Ivan Slavko Matić

Posted on Sep 1, 2022

Django 4.1: Where To Apply Async

#python #django

Introduction

Some exciting changes are coming in the future of Django Framework's ongoing development. One of the notable changes is updated support for asynchronous data access operations and HTTP method handlers. Throughout this article, we will go through some of the tests I've created and compare the execution times of both asynchronous and synchronous processes.

Difference between synchronous and asynchronous in Django

Synchronous programming follows a strict set of sequences (or in other words, it executes sequentially), where operations are executed one at a time in strict order. The following quote from David Bevans at 'mendix.com' provides a great description of synchronous programming:

To illustrate how synchronous programming works, think of a telephone. During a phone call, while one person speaks, the other listens. When the first person finishes, the second tends to respond immediately.

Asynchronous programming allows multiple related operations to run at the same time without waiting for prior tasks to finish. We are describing it as a multithreaded model that implements non-blocking architecture. If a thread is free and can perform an operation - it performs it, while pausing the operation that is being awaited. Another excellent description from David Bevans of asynchronous programming:

Texting is an asynchronous communication method. One person can send a text message and the recipient can respond at their leisure. In the meantime, the sender may do other things while waiting for a response.

That being said, we can discern that async should bring a major performance boost if utilized correctly.

Django at its core works and performs synchronously, and somewhere around version 3.0 (when extensions such as 'twisted', 'channels' and 'asyncio' started to gain traction), the idea that Django can work asynchronously started to manifest.

From my research, best way to decide where to use sync or async, is to discern if the view (and by extension what we want to achieve with that view) is I/O bound or CPU-bound. Async should be utilized when approaching I/O bound issues.

Environment and prerequisites

Before we start testing, let's review the setup and some important notes. First things first, an obvious note (but an important one): results may vary from IDE to IDE and everyone's setup of related/used packages in their project, background processes and third-party software. Therefore, the execution times you see here, may or may not be, similar to the times you achieve, if you decide to recreate these tests.

For these tests, we are using Python 3.9 as our interpreter and PostgreSQL 13.6 as our database system. Installed python packages are as follows:

Django~=4.1 psycopg2~=2.9.3 hypercorn~=0.14.1

psycopg2 acts as our database adapter, and hypercorn will emulate the ASGI test server for our environment.

You might wonder and say:

Yeah, but why use hypercorn, when we already have asgi.py in our project ?
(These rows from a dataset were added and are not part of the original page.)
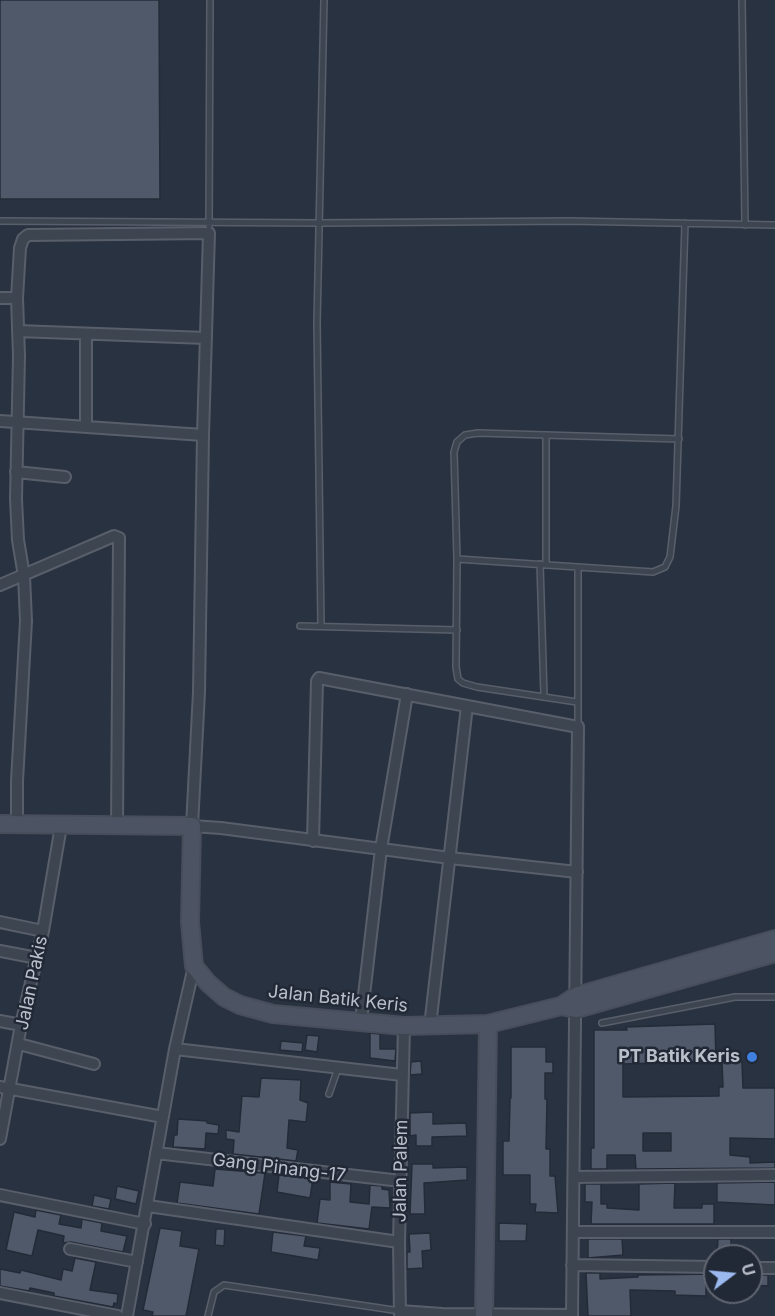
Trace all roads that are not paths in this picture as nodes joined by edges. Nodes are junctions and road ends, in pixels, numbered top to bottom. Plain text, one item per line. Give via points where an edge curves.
1 (210, 0) edge
2 (324, 0) edge
3 (742, 0) edge
4 (0, 221) edge
5 (112, 222) junction
6 (320, 223) junction
7 (685, 223) junction
8 (745, 225) junction
9 (775, 225) edge
10 (209, 228) junction
11 (112, 234) junction
12 (0, 298) edge
13 (17, 298) junction
14 (18, 331) junction
15 (86, 334) junction
16 (206, 338) junction
17 (0, 421) edge
18 (16, 421) junction
19 (86, 426) junction
20 (202, 435) junction
21 (546, 435) junction
22 (679, 440) junction
23 (16, 472) junction
24 (65, 477) dead end
25 (458, 559) junction
26 (543, 564) junction
27 (578, 568) junction
28 (24, 576) junction
29 (0, 585) edge
30 (300, 626) dead end
31 (321, 626) junction
32 (457, 630) junction
33 (407, 694) junction
34 (544, 696) junction
35 (578, 702) junction
36 (467, 706) junction
37 (578, 727) junction
38 (0, 824) edge
39 (17, 825) junction
40 (117, 825) junction
41 (61, 826) junction
42 (192, 826) junction
43 (314, 841) junction
44 (381, 849) junction
45 (450, 858) junction
46 (577, 872) junction
47 (0, 922) edge
48 (43, 931) junction
49 (775, 939) edge
50 (0, 951) edge
51 (775, 953) edge
52 (37, 958) junction
53 (721, 961) junction
54 (194, 966) junction
55 (775, 998) edge
56 (571, 1003) junction
57 (0, 1021) edge
58 (361, 1021) junction
59 (602, 1023) dead end
60 (488, 1024) junction
61 (21, 1025) junction
62 (404, 1026) junction
63 (430, 1026) junction
64 (19, 1044) junction
65 (175, 1049) junction
66 (94, 1064) dead end
67 (338, 1068) junction
68 (402, 1075) junction
69 (4, 1088) edge
70 (329, 1094) dead end
71 (163, 1117) junction
72 (0, 1139) edge
73 (156, 1153) junction
74 (775, 1175) edge
75 (574, 1178) junction
76 (401, 1182) junction
77 (0, 1195) edge
78 (148, 1206) junction
79 (145, 1224) junction
80 (573, 1232) junction
81 (775, 1232) edge
82 (399, 1242) junction
83 (70, 1250) dead end
84 (137, 1262) junction
85 (572, 1265) junction
86 (703, 1267) edge
87 (0, 1293) edge
88 (400, 1313) edge
89 (484, 1315) edge
90 (572, 1315) edge
91 (118, 1316) edge
92 (127, 1316) edge
93 (208, 1316) edge

1 - 10 lane
2 - 6 lane
3 - 8 lane
4 - 5 lane
5 - 10 lane
5 - 11 lane
6 - 7 lane
6 - 10 lane
6 - 31 lane via 317,425
7 - 8 lane
7 - 22 lane
8 - 9 lane
10 - 11 street
10 - 16 street
11 - 13 street via 25,237 20,248
12 - 13 street
13 - 14 street
14 - 15 street
14 - 18 street
15 - 16 street
15 - 19 street
16 - 20 street
17 - 18 street
18 - 19 street
18 - 23 street
19 - 20 street
20 - 42 street via 200,670
21 - 22 lane
21 - 25 lane via 478,433 465,435 458,442 454,452
21 - 26 lane
22 - 27 lane via 675,516 665,567 653,572
23 - 24 street
23 - 28 street via 18,540
25 - 26 lane
25 - 32 lane
26 - 27 lane
26 - 34 lane
27 - 35 lane
28 - 29 street
28 - 39 street via 26,621
28 - 40 street via 114,536 119,538
30 - 31 lane
31 - 32 lane
32 - 34 lane via 458,680 477,687
33 - 36 street
33 - 43 street via 318,679
33 - 44 street
34 - 35 lane
35 - 37 lane
36 - 37 street
36 - 45 street
37 - 46 street
38 - 39 street
39 - 41 street
40 - 41 street
40 - 42 street
41 - 48 street, Jalan Pakis
42 - 43 street
42 - 54 street via 190,922
43 - 44 street
44 - 45 street
44 - 58 street
45 - 46 street
45 - 63 street
46 - 56 street
47 - 48 street
48 - 52 street, Jalan Pakis
49 - 53 street
50 - 52 street
51 - 53 street
52 - 61 street, Jalan Pakis
53 - 56 street, Jalan Batik Keris
54 - 58 street, Jalan Batik Keris via 214,989 240,1005 273,1014
54 - 65 street
55 - 59 lane via 735,996
56 - 60 street, Jalan Batik Keris
56 - 75 street
57 - 61 street
58 - 62 street, Jalan Batik Keris
60 - 63 street, Jalan Batik Keris
60 - 89 street
61 - 64 street, Jalan Pakis
62 - 63 street, Jalan Batik Keris
62 - 68 street, Jalan Palem
64 - 66 street
64 - 69 street, Jalan Pakis
65 - 67 street
65 - 71 street
67 - 68 street
67 - 70 lane
68 - 76 street, Jalan Palem
69 - 71 street
69 - 72 street, Jalan Pakis
71 - 73 street
73 - 76 street, Gang Pinang-17
73 - 78 street
74 - 75 street
75 - 80 street
76 - 82 street, Jalan Palem
77 - 79 street
78 - 79 street
78 - 82 street
79 - 84 street
80 - 81 street
80 - 85 street
82 - 88 street, Jalan Palem
83 - 84 street
84 - 92 street
85 - 86 street
85 - 90 street
87 - 91 street
88 - 89 street
88 - 93 lane via 224,1285 214,1292
89 - 90 street

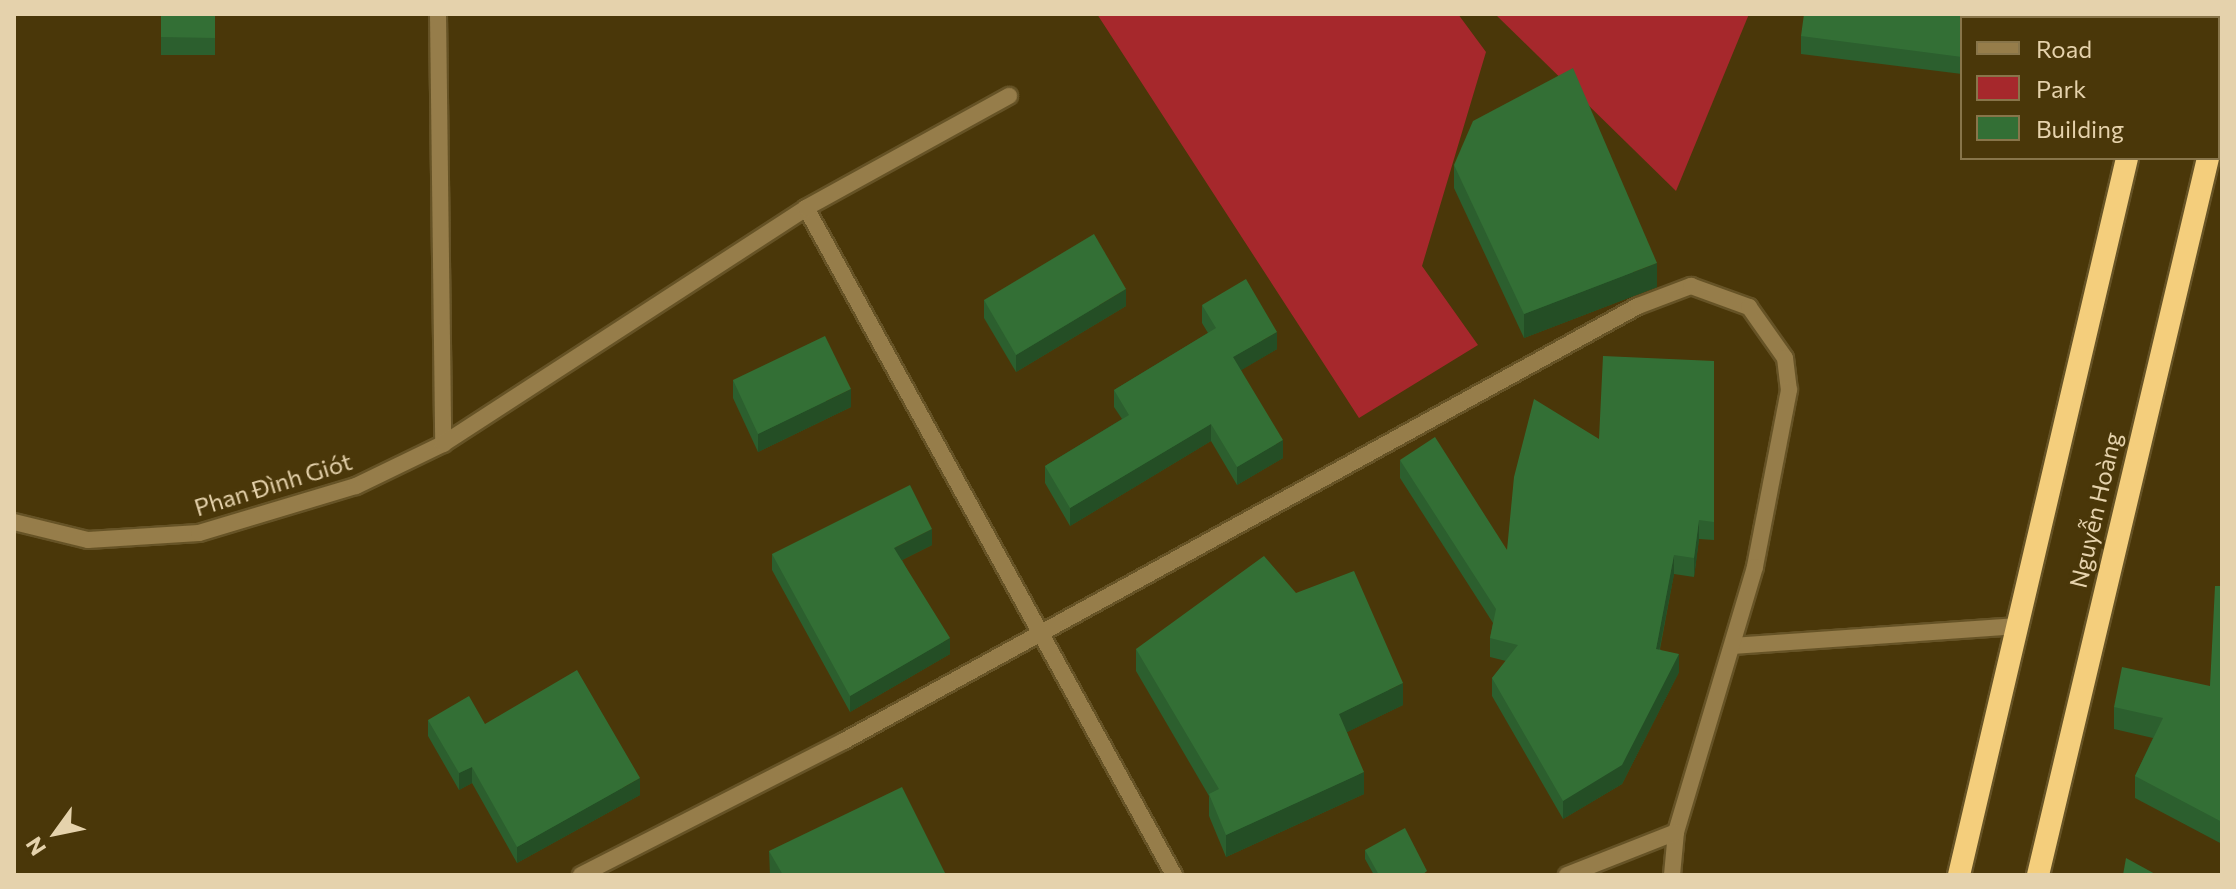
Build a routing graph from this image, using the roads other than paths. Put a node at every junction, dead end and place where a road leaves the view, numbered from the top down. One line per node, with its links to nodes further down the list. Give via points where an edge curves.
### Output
1 (438, 14): 6 (street)
2 (1009, 96): 5 (street, Phan Đình Giót)
3 (2127, 160): 8 (highway, Nguyễn Hoàng)
4 (2208, 160): 17 (highway, Nguyễn Hoàng)
5 (806, 208): 6 (street, Phan Đình Giót); 9 (street)
6 (443, 444): 7 (street, Phan Đình Giót, via 356,486 199,533 88,540)
7 (14, 522)
8 (2017, 626): 10 (street); 16 (highway, Nguyễn Hoàng)
9 (1037, 633): 10 (street, via 1638,306 1691,286 1749,307 1785,358 1780,438); 12 (street); 13 (street)
10 (1733, 646): 11 (street)
11 (1676, 832): 14 (street); 15 (street)
12 (581, 875)
13 (1174, 875)
14 (1567, 875)
15 (1672, 875)
16 (1959, 875)
17 (2038, 875)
That is true, asgi.py in our project indeed contains an application callable and can be used by any ASGI server in development or production. But it is not used by the development server (which we call with runserver command), and that is where hypercorn comes in. By calling myproject.asgi:application, server is up and ready to be used locally.

Important note: proper way to measure performance and execution time would be through TestCase (or even more feature-rich TransactionTestCase) and testing modules/units in general. But I have some concerns regarding the AsyncRequestFactory used in tests and AsyncClient(). Reading through the documentation, it seems that async behaviour is emulated partly, where async functions are executed, and then the process reverts to synchronous behaviour. Saying that the most authentic/realistic way to test this is by doing a simple view and calling it via URL with hypercorn emulated ASGI server. References [3] and [4] contain more information about 'Testing asynchronous code' and 'Advanced testing topics' - it is possible I missed some crucial context.

Models

For our testing, we will keep our models as light as possible. The fields we use are varied, but the data size of each object inside the models will be similar if not the same even.

from django.db.models import Model, TextField, CharField, DateField, ManyToManyField, ForeignKey, CASCADE
from django.utils.timezone import now


# Create your models here.
class CarParts(Model):
    engine = TextField()


class Manufacturer(Model):
    name = CharField(max_length=150)


class Store(Model):
    location = CharField(max_length=150)


class Car(Model):
    created_at = DateField(default=now)
    store = ManyToManyField(Store, null=True)
    car_parts = ForeignKey(CarParts, on_delete=CASCADE, null=True)
    manufacturer = ForeignKey(Manufacturer, on_delete=CASCADE, null=True)

We will be querying and iterating through 50, 500 and 1500 objects per model, so we can track how it scales with an increased number of data.

Testing

We have two class views extending the base class 'View' from django.views, where each will contain multiple methods. Django does not allow the mixing of sync and async methods - remember that sync implements a blocking approach and non-blocking in async. So one class view will have all async methods and other sync methods.

Tests will be performed in the following order:

Load x number of objects
Perform three consecutive tests (multiple tests to compensate for potential IDE background processes that may cause performance penalties)
Analyse

Test A: CRUD cycle using ORM via get and post methods

Global functions to be called in views (one async and other sync):

async def async_iteration():
    car_obj = Car.objects.all()
    async for i in car_obj:
        a_query = await i.store.afirst()
    return car_obj

def sync_iteration():
    car_obj = Car.objects.all()
    for i in car_obj:
        a_query = i.store.first()
    return car_obj

Our sync class:

class PerformanceTestSync(View):
    def get(self, request):
        e_list = []
        start = time.time()
        for entry in Car.objects.all():
            try:
                a_query = entry.store.first()
                b_query = CarParts.objects.filter(
                    Q(engine__contains='engine') & 
                    Q(car__manufacturer_id__gt=20)).first()
            except (Exception, KeyError) as e:
                print('Error during sync iteration: ', e)
        co = sync_iteration()
        for v in co:
            e_list.append(v)
        end = time.time()
        print('Sync GET time: ', end - start)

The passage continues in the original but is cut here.